Implementing a data management platform that can handle “web-scale” loads – millions of simultaneous users – with “engaging” performance (millisecond response times) can be difficult to do and even more difficult to afford with existing legacy products.
Some NoSQL solutions, therefore, focus on consistency models, i.e. availability: the database is always available to accept new data and can always provide an answer when queried, even if that data is not transactionally consistent, i.e., the most recent version written. Examples include DynamoDB and Cassandra.
Other NoSQL databases are designed to be flexible, and focus on data models: they don’t enforce a rigid or consistent schema across stored data. These ‘document stores’ expand upon the traditional key-value store by replacing the values with JSON-structured documents, each able to contain sub-keys and sub-values, arrays of value, or hierarchies of all of the above. There are many document and column-oriented NoSQL databases, e.g. MongoDB, HBase and Couchbase.
Read more about how Volt Active Data stacks up vs.
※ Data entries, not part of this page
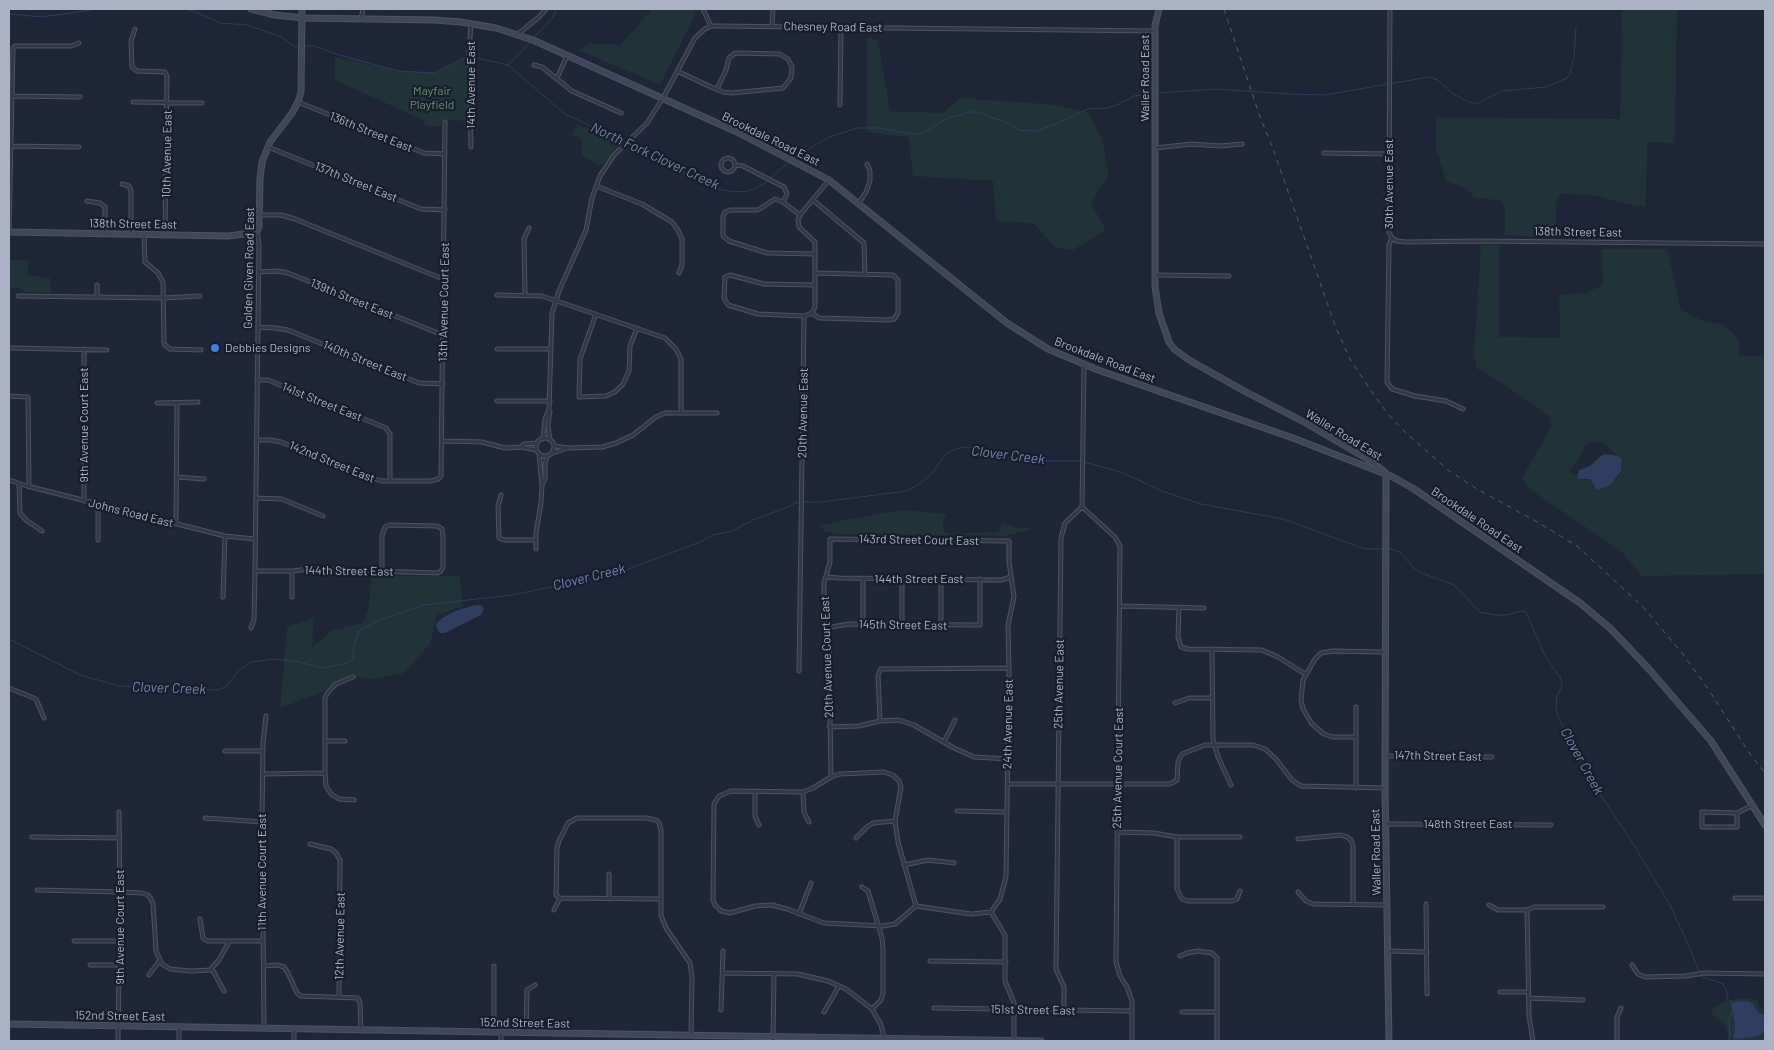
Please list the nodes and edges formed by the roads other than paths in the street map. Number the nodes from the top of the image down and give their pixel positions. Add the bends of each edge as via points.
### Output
1 (252, 9) edge
2 (302, 9) edge
3 (363, 9) edge
4 (546, 9) edge
5 (703, 9) edge
6 (773, 9) edge
7 (1159, 9) edge
8 (1390, 9) edge
9 (303, 18) junction
10 (361, 19) junction
11 (471, 23) junction
12 (711, 26) junction
13 (772, 26) junction
14 (841, 28) junction
15 (135, 29) dead end
16 (1156, 31) junction
17 (518, 34) junction
18 (79, 43) dead end
19 (567, 56) junction
20 (534, 65) dead end
21 (677, 71) junction
22 (557, 78) junction
23 (717, 89) junction
24 (12, 96) junction
25 (80, 97) dead end
26 (663, 98) junction
27 (132, 102) dead end
28 (168, 102) junction
29 (298, 102) junction
30 (202, 103) dead end
31 (840, 105) dead end
32 (10, 107) edge
33 (621, 113) dead end
34 (445, 122) dead end
35 (1242, 144) dead end
36 (11, 146) junction
37 (79, 147) dead end
38 (268, 147) junction
39 (471, 147) dead end
40 (1155, 148) junction
41 (1324, 153) dead end
42 (445, 154) junction
43 (1389, 154) junction
44 (866, 164) dead end
45 (735, 165) junction
46 (829, 180) junction
47 (122, 184) dead end
48 (596, 186) junction
49 (813, 200) junction
50 (87, 201) dead end
51 (783, 202) junction
52 (859, 203) junction
53 (444, 210) junction
54 (259, 215) junction
55 (800, 215) junction
56 (529, 228) dead end
57 (9, 232) edge
58 (257, 232) junction
59 (105, 234) junction
60 (131, 234) junction
61 (144, 234) junction
62 (166, 234) junction
63 (1392, 238) junction
64 (1765, 244) edge
65 (815, 254) junction
66 (259, 272) junction
67 (815, 273) junction
68 (679, 274) dead end
69 (865, 274) junction
70 (1155, 275) junction
71 (1229, 276) dead end
72 (444, 278) junction
73 (97, 285) dead end
74 (815, 285) junction
75 (497, 295) dead end
76 (525, 295) junction
77 (18, 296) dead end
78 (97, 296) junction
79 (200, 296) dead end
80 (164, 298) junction
81 (556, 300) junction
82 (812, 313) junction
83 (596, 314) junction
84 (804, 316) junction
85 (258, 328) junction
86 (637, 328) junction
87 (444, 335) junction
88 (9, 348) edge
89 (84, 349) junction
90 (497, 349) dead end
91 (550, 349) junction
92 (106, 350) dead end
93 (201, 350) dead end
94 (1084, 365) junction
95 (257, 380) junction
96 (443, 384) junction
97 (9, 396) edge
98 (497, 401) dead end
99 (550, 401) junction
100 (198, 402) dead end
101 (157, 403) dead end
102 (177, 403) junction
103 (549, 409) junction
104 (1463, 409) dead end
105 (681, 413) junction
106 (717, 413) dead end
107 (543, 439) junction
108 (256, 440) junction
109 (550, 440) junction
110 (442, 441) junction
111 (536, 443) junction
112 (554, 446) junction
113 (521, 447) junction
114 (568, 448) junction
115 (536, 450) junction
116 (552, 453) junction
117 (540, 455) junction
118 (547, 456) junction
119 (1386, 473) junction
120 (177, 477) junction
121 (204, 479) dead end
122 (438, 479) joint
123 (9, 480) edge
124 (390, 481) junction
125 (19, 484) junction
126 (542, 485) junction
127 (29, 487) junction
128 (502, 495) dead end
129 (256, 498) junction
130 (84, 500) junction
131 (98, 504) junction
132 (1082, 508) junction
133 (323, 516) dead end
134 (176, 524) junction
135 (42, 531) dead end
136 (225, 536) junction
137 (830, 538) joint
138 (255, 539) junction
139 (98, 540) dead end
140 (536, 540) junction
141 (1009, 541) joint
142 (536, 549) dead end
143 (255, 571) junction
144 (292, 571) junction
145 (382, 571) junction
146 (826, 577) junction
147 (1011, 577) junction
148 (863, 578) junction
149 (902, 579) junction
150 (941, 579) junction
151 (980, 579) junction
152 (223, 597) dead end
153 (292, 597) dead end
154 (1120, 606) junction
155 (1179, 608) junction
156 (1204, 608) dead end
157 (863, 624) junction
158 (902, 624) junction
159 (941, 625) junction
160 (251, 628) dead end
161 (826, 628) junction
162 (1212, 650) junction
163 (1384, 652) junction
164 (1009, 668) junction
165 (799, 671) dead end
166 (1307, 672) junction
167 (354, 676) dead end
168 (9, 688) edge
169 (1212, 698) junction
170 (1176, 703) dead end
171 (1356, 707) dead end
172 (266, 716) dead end
173 (44, 718) dead end
174 (955, 720) dead end
175 (880, 721) junction
176 (829, 727) junction
177 (1356, 737) junction
178 (326, 741) junction
179 (345, 741) dead end
180 (944, 742) junction
181 (1214, 745) junction
182 (225, 751) dead end
183 (263, 751) junction
184 (1385, 756) junction
185 (1492, 757) dead end
186 (1008, 759) junction
187 (325, 773) junction
188 (263, 774) junction
189 (831, 777) junction
190 (1007, 784) junction
191 (1058, 784) junction
192 (1118, 784) junction
193 (1231, 785) dead end
194 (1356, 788) junction
195 (1385, 788) junction
196 (755, 791) junction
197 (803, 792) junction
198 (354, 800) dead end
199 (1753, 805) junction
200 (957, 811) dead end
201 (119, 812) dead end
202 (1006, 812) junction
203 (1737, 813) junction
204 (205, 818) dead end
205 (895, 821) junction
206 (262, 822) junction
207 (809, 822) dead end
208 (759, 824) dead end
209 (1386, 824) junction
210 (1551, 825) dead end
211 (1765, 825) edge
212 (1117, 832) junction
213 (32, 837) dead end
214 (1177, 837) junction
215 (1240, 837) dead end
216 (120, 838) junction
217 (856, 838) dead end
218 (1298, 839) dead end
219 (310, 844) dead end
220 (954, 863) dead end
221 (904, 865) junction
222 (609, 874) dead end
223 (811, 884) dead end
224 (862, 887) dead end
225 (37, 890) dead end
226 (120, 892) junction
227 (1240, 892) dead end
228 (1298, 892) dead end
229 (560, 898) junction
230 (609, 898) junction
231 (1735, 898) dead end
232 (1765, 898) edge
233 (661, 899) junction
234 (1353, 904) junction
235 (1426, 904) dead end
236 (1387, 905) junction
237 (1489, 905) dead end
238 (916, 906) junction
239 (1603, 907) dead end
240 (554, 910) dead end
241 (1527, 910) junction
242 (991, 912) junction
243 (799, 914) junction
244 (200, 919) dead end
245 (878, 926) junction
246 (74, 941) dead end
247 (120, 941) junction
248 (263, 941) junction
249 (229, 942) junction
250 (723, 951) dead end
251 (1387, 951) junction
252 (1426, 952) junction
253 (1180, 956) dead end
254 (160, 960) junction
255 (930, 961) dead end
256 (1006, 962) junction
257 (90, 965) dead end
258 (119, 965) junction
259 (1632, 965) dead end
260 (264, 966) junction
261 (494, 966) dead end
262 (212, 969) junction
263 (724, 973) junction
264 (774, 974) junction
265 (1765, 974) edge
266 (149, 975) dead end
267 (535, 985) dead end
268 (839, 986) junction
269 (224, 991) dead end
270 (1500, 992) dead end
271 (1528, 992) junction
272 (1427, 994) dead end
273 (339, 997) junction
274 (1529, 998) junction
275 (1583, 1000) dead end
276 (934, 1008) dead end
277 (1621, 1008) dead end
278 (872, 1009) junction
279 (721, 1010) dead end
280 (1014, 1010) junction
281 (1064, 1010) junction
282 (1132, 1011) junction
283 (824, 1012) dead end
284 (1182, 1012) dead end
285 (1217, 1012) junction
286 (9, 1024) edge
287 (118, 1026) junction
288 (179, 1027) junction
289 (264, 1028) junction
290 (294, 1029) junction
291 (360, 1030) junction
292 (494, 1032) junction
293 (501, 1033) junction
294 (526, 1033) junction
295 (611, 1034) junction
296 (691, 1036) junction
297 (773, 1039) edge
298 (884, 1039) junction
299 (924, 1040) edge
300 (1014, 1040) edge
301 (118, 1041) edge
302 (179, 1041) edge
303 (294, 1041) edge
304 (501, 1041) edge
305 (611, 1041) edge
306 (1023, 1041) edge
307 (1041, 1041) edge
308 (1132, 1041) edge
309 (1217, 1041) edge
310 (1389, 1041) edge
311 (1533, 1041) edge
312 (1617, 1041) edge

1 - 9 main road, Brookdale Road East
2 - 9 main road, Golden Given Road East
3 - 10 street
4 - 17 street
5 - 12 street
6 - 13 street
7 - 16 main road, Waller Road East
8 - 43 street, 30th Avenue East
9 - 10 main road, Brookdale Road East
9 - 29 main road, Golden Given Road East via 302,87
10 - 11 main road, Brookdale Road East
11 - 17 main road, Brookdale Road East
11 - 39 street, 14th Avenue East
12 - 13 street, Chesney Road East
12 - 21 street via 698,34
13 - 14 street, Chesney Road East
14 - 16 street, Chesney Road East
14 - 31 street
15 - 28 street, 10th Avenue East via 132,67 134,70 167,73
16 - 40 main road, Waller Road East
17 - 19 main road, Brookdale Road East
18 - 24 street via 71,46 15,46 12,53
19 - 22 street
19 - 26 main road, Brookdale Road East
20 - 22 street
21 - 23 street
21 - 26 street
22 - 33 street via 572,91
23 - 23 street via 729,58 737,52 778,54 788,58 792,69 791,78 783,88 732,93
24 - 25 street
24 - 32 street
26 - 46 main road, Brookdale Road East
26 - 48 street via 648,123 609,162
27 - 28 street
28 - 30 street
28 - 62 street, 10th Avenue East
29 - 38 main road, Golden Given Road East
29 - 42 street, 136th Street East via 424,153
32 - 36 street
34 - 42 street, 13th Avenue Court East
35 - 40 street
36 - 37 street
36 - 57 street
38 - 53 street, 137th Street East via 421,209
38 - 54 main road, Golden Given Road East via 260,172
40 - 70 main road, Waller Road East
41 - 43 street
42 - 53 street, 13th Avenue Court East
43 - 63 street, 30th Avenue East via 1389,232
44 - 52 street via 870,181
45 - 45 street via 729,159 721,165 728,172
45 - 51 street via 784,187 787,194
46 - 49 street
46 - 52 main road, Brookdale Road East
47 - 60 street via 131,190
48 - 68 street via 642,204 676,226 682,244
48 - 81 street via 586,230
49 - 55 street
49 - 69 street via 864,243
50 - 59 street via 105,207
51 - 55 street
51 - 65 street via 775,199 758,210 725,212 724,238 767,253
52 - 94 main road, Brookdale Road East via 1008,323 1048,349
53 - 72 street, 13th Avenue Court East
54 - 58 main road, Golden Given Road East
54 - 72 street via 295,219
55 - 65 street via 798,225 814,240
56 - 76 street via 524,239
57 - 59 main road, 138th Street East
58 - 62 main road, 138th Street East via 234,236
58 - 66 street, Golden Given Road East
59 - 60 main road, 138th Street East
60 - 61 main road, 138th Street East
61 - 62 main road, 138th Street East
61 - 80 street via 145,262 162,278
63 - 64 street, 138th Street East via 1407,242
63 - 104 street, 30th Avenue East via 1389,245 1387,382 1390,388 1446,401
65 - 67 street
66 - 85 street, Golden Given Road East
66 - 87 street, 139th Street East via 288,274
67 - 69 street
67 - 74 street
69 - 82 street via 891,274 898,280 898,313 894,319 819,318
70 - 71 street
70 - 119 main road, Waller Road East via 1159,313 1176,352 1335,440
72 - 87 street, 13th Avenue Court East
73 - 78 street
74 - 82 street
74 - 84 street via 764,284 733,275 725,277 724,298 728,305 758,314
75 - 76 street
76 - 81 street
77 - 78 street
78 - 80 street
79 - 80 street
80 - 93 street via 163,342 167,348
81 - 83 street
81 - 91 street via 551,320
82 - 84 street
83 - 86 street
83 - 86 street via 580,359 579,397 606,396 623,384 629,371 630,346
84 - 165 street, 20th Avenue East
85 - 95 street, Golden Given Road East
85 - 96 street, 140th Street East via 288,330 419,383
86 - 105 street via 665,338 679,354 682,366
87 - 96 street, 13th Avenue Court East
88 - 89 street
89 - 92 street
89 - 130 street, 9th Avenue Court East
90 - 91 street
91 - 99 street
94 - 119 main road, Brookdale Road East
94 - 132 street
95 - 108 street, Golden Given Road East
95 - 124 street, 141st Street East via 268,380 386,428 390,434
96 - 110 street, 13th Avenue Court East
97 - 127 street via 28,397
98 - 99 street
99 - 103 street
100 - 102 street
101 - 102 street
102 - 120 street
103 - 107 street
103 - 109 street
105 - 106 street
105 - 114 street via 660,415 628,438 609,446
107 - 109 street
107 - 111 street
108 - 124 street, 142nd Street East via 281,442 374,479
108 - 129 street, Golden Given Road East
109 - 112 street
110 - 113 street
110 - 122 street, 13th Avenue Court East via 442,473
111 - 113 street
111 - 115 street
112 - 114 street
112 - 116 street
113 - 115 street
114 - 116 street
115 - 117 street
116 - 118 street
117 - 118 street
117 - 126 street
118 - 126 street
119 - 163 main road, Waller Road East
119 - 199 main road, Brookdale Road East via 1593,613 1623,641 1711,741
120 - 121 street
120 - 134 street
122 - 124 street, 142nd Street East
123 - 125 street, Johns Road East
125 - 127 street, Johns Road East
125 - 135 street via 20,513
126 - 140 street
127 - 130 street, Johns Road East
128 - 140 street via 498,506 499,538
129 - 133 street via 282,499
129 - 138 street, Golden Given Road East
130 - 131 street, Johns Road East
131 - 134 street, Johns Road East
131 - 139 street
132 - 154 street, 25th Avenue Court East via 1119,543
132 - 191 street, 25th Avenue East via 1065,522 1061,538
134 - 136 street, Johns Road East
136 - 138 street, Johns Road East
136 - 152 street
137 - 141 street, 143rd Street Court East
137 - 146 street, 20th Avenue Court East
138 - 143 street, Golden Given Road East
140 - 142 street
141 - 147 street, 24th Avenue East
143 - 144 street, 144th Street East
143 - 160 street, Golden Given Road East
144 - 145 street, 144th Street East
144 - 153 street
145 - 145 street, 144th Street East via 385,527 436,526 443,531 444,567 441,571
146 - 148 street, 144th Street East
146 - 161 street, 20th Avenue Court East
147 - 151 street, 144th Street East
147 - 164 street, 24th Avenue East via 1014,597 1008,625
148 - 149 street, 144th Street East
148 - 157 street
149 - 150 street, 144th Street East
149 - 158 street
150 - 151 street, 144th Street East
150 - 159 street
151 - 159 street, 145th Street East via 980,625
154 - 155 street
154 - 192 street, 25th Avenue Court East
155 - 156 street
155 - 162 street via 1181,647
157 - 158 street, 145th Street East
157 - 161 street, 145th Street East
158 - 159 street, 145th Street East
161 - 176 street, 20th Avenue Court East
162 - 166 street via 1265,651
162 - 169 street
163 - 166 street via 1326,652 1318,655
163 - 184 main road, Waller Road East
164 - 175 street via 881,669 878,675
164 - 186 street, 24th Avenue East
166 - 177 street via 1302,684 1302,704 1312,724 1332,738
167 - 178 street via 340,681 325,698
168 - 173 street via 36,699
169 - 170 street via 1189,698
169 - 181 street
171 - 177 street
172 - 183 street, 11th Avenue Court East
174 - 180 street
175 - 176 street via 859,726
175 - 180 street via 908,723
176 - 189 street, 20th Avenue Court East
177 - 194 street
178 - 179 street
178 - 187 street
180 - 186 street via 974,757
181 - 192 street via 1182,754 1178,762 1178,778 1170,784
181 - 193 street
181 - 194 street via 1253,745 1265,749 1297,785
182 - 183 street
183 - 188 street, 11th Avenue Court East
184 - 185 street, 147th Street East
184 - 195 main road, Waller Road East
186 - 190 street, 24th Avenue East
187 - 188 street
187 - 198 street via 326,786 331,794 339,799
188 - 206 street, 11th Avenue Court East
189 - 197 street
189 - 205 street via 847,773 888,773 898,780 901,787
190 - 191 street
190 - 202 street, 24th Avenue East
191 - 192 street
191 - 281 street, 25th Avenue East via 1056,969 1064,987
192 - 212 street, 25th Avenue Court East
194 - 195 street
195 - 209 main road, Waller Road East
196 - 197 street
196 - 208 street via 755,816
196 - 243 street via 726,792 715,802 713,903 726,912 772,905
197 - 207 street via 804,812
199 - 203 street
199 - 211 main road, Brookdale Road East
200 - 202 street
201 - 216 street, 9th Avenue Court East
202 - 242 street, 24th Avenue East via 1006,877 1002,894
203 - 203 street via 1702,812 1702,827 1737,827
204 - 206 street
205 - 217 street via 874,823
205 - 221 street
206 - 248 street, 11th Avenue Court East
209 - 210 street, 148th Street East
209 - 236 main road, Waller Road East
212 - 214 street
212 - 282 street, 25th Avenue Court East via 1116,962 1130,993
213 - 216 street
214 - 215 street
214 - 227 street via 1177,889 1180,896 1188,901 1232,901
216 - 226 street, 9th Avenue Court East
218 - 234 street via 1341,835 1349,838 1353,846
219 - 273 street, 12th Avenue East via 331,849 340,860
220 - 221 street via 928,860
221 - 238 street
222 - 230 street
223 - 243 street
224 - 245 street via 868,890
225 - 226 street
226 - 247 street, 9th Avenue Court East
226 - 254 street via 142,893 153,901 155,948
228 - 234 street via 1309,903
229 - 230 street
229 - 233 street via 556,895 558,845 573,819 649,818 656,820 662,830
229 - 240 street
230 - 233 street
231 - 232 street
233 - 296 street via 662,920 690,964
234 - 236 street
235 - 252 street
236 - 251 main road, Waller Road East
237 - 241 street via 1498,910
238 - 242 street via 972,914
238 - 245 street via 895,924
239 - 241 street via 1534,907
241 - 271 street
242 - 256 street via 1005,935
243 - 245 street via 824,924
244 - 249 street via 204,939
245 - 278 street via 883,949 883,993
246 - 247 street
247 - 258 street, 9th Avenue Court East
248 - 249 street
248 - 260 street, 11th Avenue Court East
249 - 262 street
250 - 263 street
251 - 252 street
251 - 310 main road, Waller Road East
252 - 272 street
253 - 285 street via 1192,952 1215,955
254 - 262 street via 170,969
254 - 266 street
255 - 256 street
256 - 280 street via 1005,981 1013,997
257 - 258 street
258 - 287 street, 9th Avenue Court East
259 - 265 street via 1638,974 1645,976
260 - 273 street via 284,967 301,996
260 - 289 street, 11th Avenue Court East
261 - 292 street
262 - 269 street
263 - 264 street
263 - 279 street
264 - 268 street via 811,976
264 - 297 street
267 - 294 street via 526,993
268 - 278 street
268 - 283 street
270 - 271 street
271 - 274 street
273 - 291 street, 12th Avenue East via 358,998 360,1001
274 - 275 street
274 - 311 street via 1528,1016
276 - 280 street, 151st Street East
277 - 312 street via 1617,1017
278 - 298 street
280 - 281 street, 151st Street East
280 - 300 street
281 - 282 street, 151st Street East
282 - 308 street, 25th Avenue Court East
284 - 285 street
285 - 309 street
286 - 287 main road, 152nd Street East
287 - 288 main road, 152nd Street East
287 - 301 street, 9th Avenue Court East
288 - 289 main road, 152nd Street East
288 - 302 street
289 - 290 main road, 152nd Street East
290 - 291 main road, 152nd Street East
290 - 303 street
291 - 292 main road, 152nd Street East
292 - 293 main road, 152nd Street East
293 - 294 main road, 152nd Street East
293 - 304 street
294 - 295 main road, 152nd Street East
295 - 296 main road, 152nd Street East
295 - 305 street
296 - 297 main road, 152nd Street East
297 - 298 main road, 152nd Street East
298 - 299 main road, 152nd Street East
299 - 300 main road, 152nd Street East
300 - 306 main road, 152nd Street East
306 - 307 main road, 152nd Street East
NoSQL solutions.
Alternate data models in NoSQL offerings
Lucene, Solr and ElasticSearch offer text and document indexing functions, for example to implement real-time search as users enter terms.
Graph databases like Neo4J, Titan and Tagged organize data by relationships instead of by row or document, enabling powerful traversal and graph query capabilities.
The promise of NewSQL – and how Volt Active Data delivers
NewSQL systems offer the best of both worlds: the relational data model and ACID transactional consistency of traditional operational databases; the familiarity and interactivity of SQL; and the scalability and speed of NoSQL. Some offer stronger consistency guarantees than are available with NoSQL solutions, although others limit this to ‘tunable’ consistency and thus aren’t fully ACID-compliant.
Of course, there are differences among NewSQL solutions. SAP HANA handles modest transactional workloads, but without the benefit of native clustering. NuoDB is a cluster-first SQL database with a focus on cloud deployments, but throughput is poor. MemSQL is useful for clustered analytics but its tunable consistency falls down on ACID transactions.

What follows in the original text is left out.